§ **INSTRUCTIONS FOR THE TASK**: Restate the entries below exactly, and keep all images out of the answer.

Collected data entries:
——

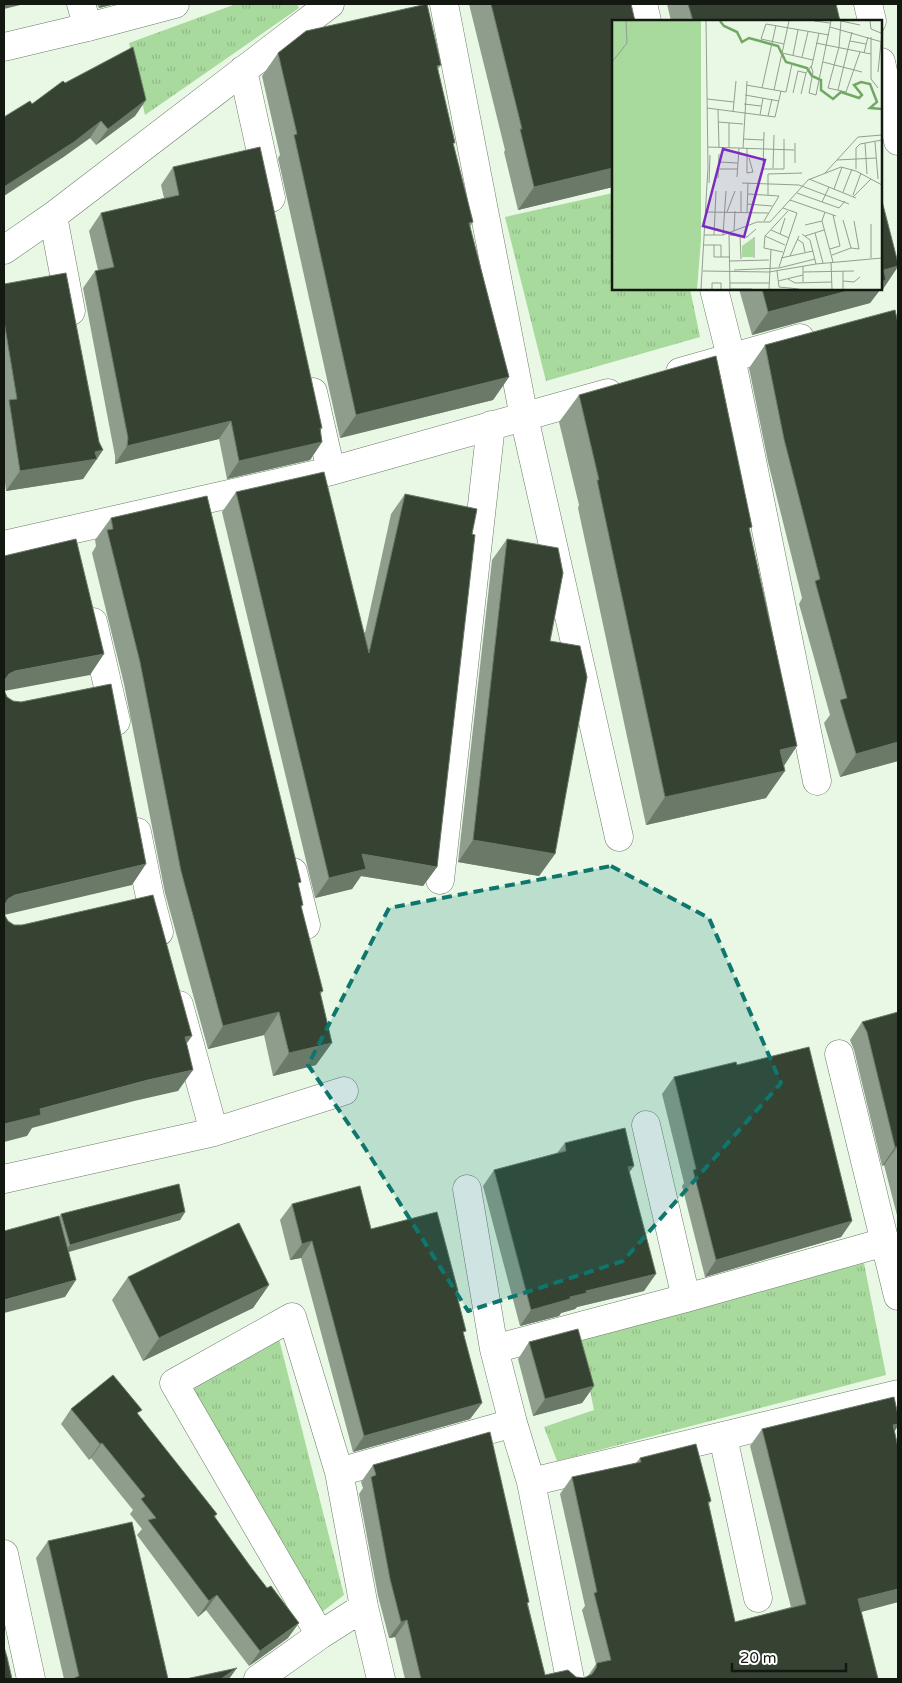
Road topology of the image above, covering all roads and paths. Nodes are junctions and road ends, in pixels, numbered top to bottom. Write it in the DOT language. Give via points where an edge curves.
graph roads {
  1 [pos="175,4"];
  2 [pos="444,4"];
  3 [pos="643,4"];
  4 [pos="868,4"];
  5 [pos="322,6"];
  6 [pos="84,15"];
  7 [pos="648,20"];
  8 [pos="872,20"];
  9 [pos="4,47"];
  10 [pos="882,67"];
  11 [pos="243,70"];
  12 [pos="898,141"];
  13 [pos="53,216"];
  14 [pos="277,226"];
  15 [pos="4,250"];
  16 [pos="714,290"];
  17 [pos="824,332"];
  18 [pos="76,333"];
  19 [pos="731,357"];
  20 [pos="307,363"];
  21 [pos="656,379"];
  22 [pos="627,387"];
  23 [pos="524,417"];
  24 [pos="491,425"];
  25 [pos="331,471"];
  26 [pos="203,499"];
  27 [pos="210,528"];
  28 [pos="70,531"];
  29 [pos="4,545"];
  30 [pos="77,558"];
  31 [pos="86,595"];
  32 [pos="109,687"];
  33 [pos="80,692"];
  34 [pos="120,744"];
  35 [pos="817,782"];
  36 [pos="133,811"];
  37 [pos="619,837"];
  38 [pos="287,847"];
  39 [pos="440,880"];
  40 [pos="306,925"];
  41 [pos="165,953"];
  42 [pos="173,981"];
  43 [pos="839,1054"];
  44 [pos="344,1091"];
  45 [pos="646,1125"];
  46 [pos="214,1132"];
  47 [pos="4,1178"];
  48 [pos="466,1189"];
  49 [pos="885,1242"];
  50 [pos="898,1295"];
  51 [pos="686,1298"];
  52 [pos="494,1349"];
  53 [pos="898,1394"];
  54 [pos="513,1422"];
  55 [pos="723,1437"];
  56 [pos="338,1472"];
  57 [pos="531,1482"];
  58 [pos="4,1554"];
  59 [pos="758,1598"];
  60 [pos="364,1607"];
  61 [pos="320,1635"];
  62 [pos="31,1679"];
  63 [pos="258,1679"];
  64 [pos="382,1679"];
  65 [pos="570,1679"];
  1 -- 6 [label="street"];
  2 -- 23 [label="street"];
  3 -- 7 [label="street"];
  4 -- 8 [label="street"];
  5 -- 11 [label="street"];
  6 -- 9 [label="street"];
  10 -- 12 [label="street"];
  11 -- 13 [label="street"];
  11 -- 14 [label="street"];
  13 -- 15 [label="street"];
  13 -- 18 [label="street"];
  16 -- 19 [label="street"];
  17 -- 19 [label="street"];
  19 -- 21 [label="street"];
  19 -- 35 [label="street"];
  20 -- 25 [label="street"];
  22 -- 23 [label="street"];
  23 -- 24 [label="street"];
  23 -- 37 [label="street"];
  24 -- 25 [label="street"];
  24 -- 39 [label="street"];
  25 -- 26 [label="street"];
  26 -- 27 [label="street"];
  26 -- 28 [label="street"];
  28 -- 29 [label="street"];
  28 -- 30 [label="street"];
  31 -- 32 [label="street"];
  32 -- 33 [label="street"];
  32 -- 34 [label="street"];
  36 -- 41 [label="street" via="140,899"];
  38 -- 40 [label="street"];
  42 -- 46 [label="street"];
  43 -- 49 [label="street"];
  44 -- 46 [label="street"];
  45 -- 51 [label="street"];
  46 -- 47 [label="street"];
  48 -- 52 [label="street"];
  49 -- 50 [label="street"];
  49 -- 51 [label="street"];
  51 -- 52 [label="street"];
  52 -- 54 [label="street"];
  53 -- 55 [label="street"];
  54 -- 56 [label="street"];
  54 -- 57 [label="street"];
  55 -- 57 [label="street"];
  55 -- 59 [label="street"];
  56 -- 60 [label="street"];
  56 -- 61 [label="street" via="292,1317 174,1383"];
  57 -- 65 [label="street"];
  58 -- 62 [label="street"];
  60 -- 61 [label="street"];
  60 -- 64 [label="street"];
  61 -- 63 [label="street"];
}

——

§ **WRITTEN SOLUTION**:
Road topology of the image above, covering all roads and paths. Nodes are junctions and road ends, in pixels, numbered top to bottom. Write it in the DOT language. Give via points where an edge curves.
graph roads {
  1 [pos="175,4"];
  2 [pos="444,4"];
  3 [pos="643,4"];
  4 [pos="868,4"];
  5 [pos="322,6"];
  6 [pos="84,15"];
  7 [pos="648,20"];
  8 [pos="872,20"];
  9 [pos="4,47"];
  10 [pos="882,67"];
  11 [pos="243,70"];
  12 [pos="898,141"];
  13 [pos="53,216"];
  14 [pos="277,226"];
  15 [pos="4,250"];
  16 [pos="714,290"];
  17 [pos="824,332"];
  18 [pos="76,333"];
  19 [pos="731,357"];
  20 [pos="307,363"];
  21 [pos="656,379"];
  22 [pos="627,387"];
  23 [pos="524,417"];
  24 [pos="491,425"];
  25 [pos="331,471"];
  26 [pos="203,499"];
  27 [pos="210,528"];
  28 [pos="70,531"];
  29 [pos="4,545"];
  30 [pos="77,558"];
  31 [pos="86,595"];
  32 [pos="109,687"];
  33 [pos="80,692"];
  34 [pos="120,744"];
  35 [pos="817,782"];
  36 [pos="133,811"];
  37 [pos="619,837"];
  38 [pos="287,847"];
  39 [pos="440,880"];
  40 [pos="306,925"];
  41 [pos="165,953"];
  42 [pos="173,981"];
  43 [pos="839,1054"];
  44 [pos="344,1091"];
  45 [pos="646,1125"];
  46 [pos="214,1132"];
  47 [pos="4,1178"];
  48 [pos="466,1189"];
  49 [pos="885,1242"];
  50 [pos="898,1295"];
  51 [pos="686,1298"];
  52 [pos="494,1349"];
  53 [pos="898,1394"];
  54 [pos="513,1422"];
  55 [pos="723,1437"];
  56 [pos="338,1472"];
  57 [pos="531,1482"];
  58 [pos="4,1554"];
  59 [pos="758,1598"];
  60 [pos="364,1607"];
  61 [pos="320,1635"];
  62 [pos="31,1679"];
  63 [pos="258,1679"];
  64 [pos="382,1679"];
  65 [pos="570,1679"];
  1 -- 6 [label="street"];
  2 -- 23 [label="street"];
  3 -- 7 [label="street"];
  4 -- 8 [label="street"];
  5 -- 11 [label="street"];
  6 -- 9 [label="street"];
  10 -- 12 [label="street"];
  11 -- 13 [label="street"];
  11 -- 14 [label="street"];
  13 -- 15 [label="street"];
  13 -- 18 [label="street"];
  16 -- 19 [label="street"];
  17 -- 19 [label="street"];
  19 -- 21 [label="street"];
  19 -- 35 [label="street"];
  20 -- 25 [label="street"];
  22 -- 23 [label="street"];
  23 -- 24 [label="street"];
  23 -- 37 [label="street"];
  24 -- 25 [label="street"];
  24 -- 39 [label="street"];
  25 -- 26 [label="street"];
  26 -- 27 [label="street"];
  26 -- 28 [label="street"];
  28 -- 29 [label="street"];
  28 -- 30 [label="street"];
  31 -- 32 [label="street"];
  32 -- 33 [label="street"];
  32 -- 34 [label="street"];
  36 -- 41 [label="street" via="140,899"];
  38 -- 40 [label="street"];
  42 -- 46 [label="street"];
  43 -- 49 [label="street"];
  44 -- 46 [label="street"];
  45 -- 51 [label="street"];
  46 -- 47 [label="street"];
  48 -- 52 [label="street"];
  49 -- 50 [label="street"];
  49 -- 51 [label="street"];
  51 -- 52 [label="street"];
  52 -- 54 [label="street"];
  53 -- 55 [label="street"];
  54 -- 56 [label="street"];
  54 -- 57 [label="street"];
  55 -- 57 [label="street"];
  55 -- 59 [label="street"];
  56 -- 60 [label="street"];
  56 -- 61 [label="street" via="292,1317 174,1383"];
  57 -- 65 [label="street"];
  58 -- 62 [label="street"];
  60 -- 61 [label="street"];
  60 -- 64 [label="street"];
  61 -- 63 [label="street"];
}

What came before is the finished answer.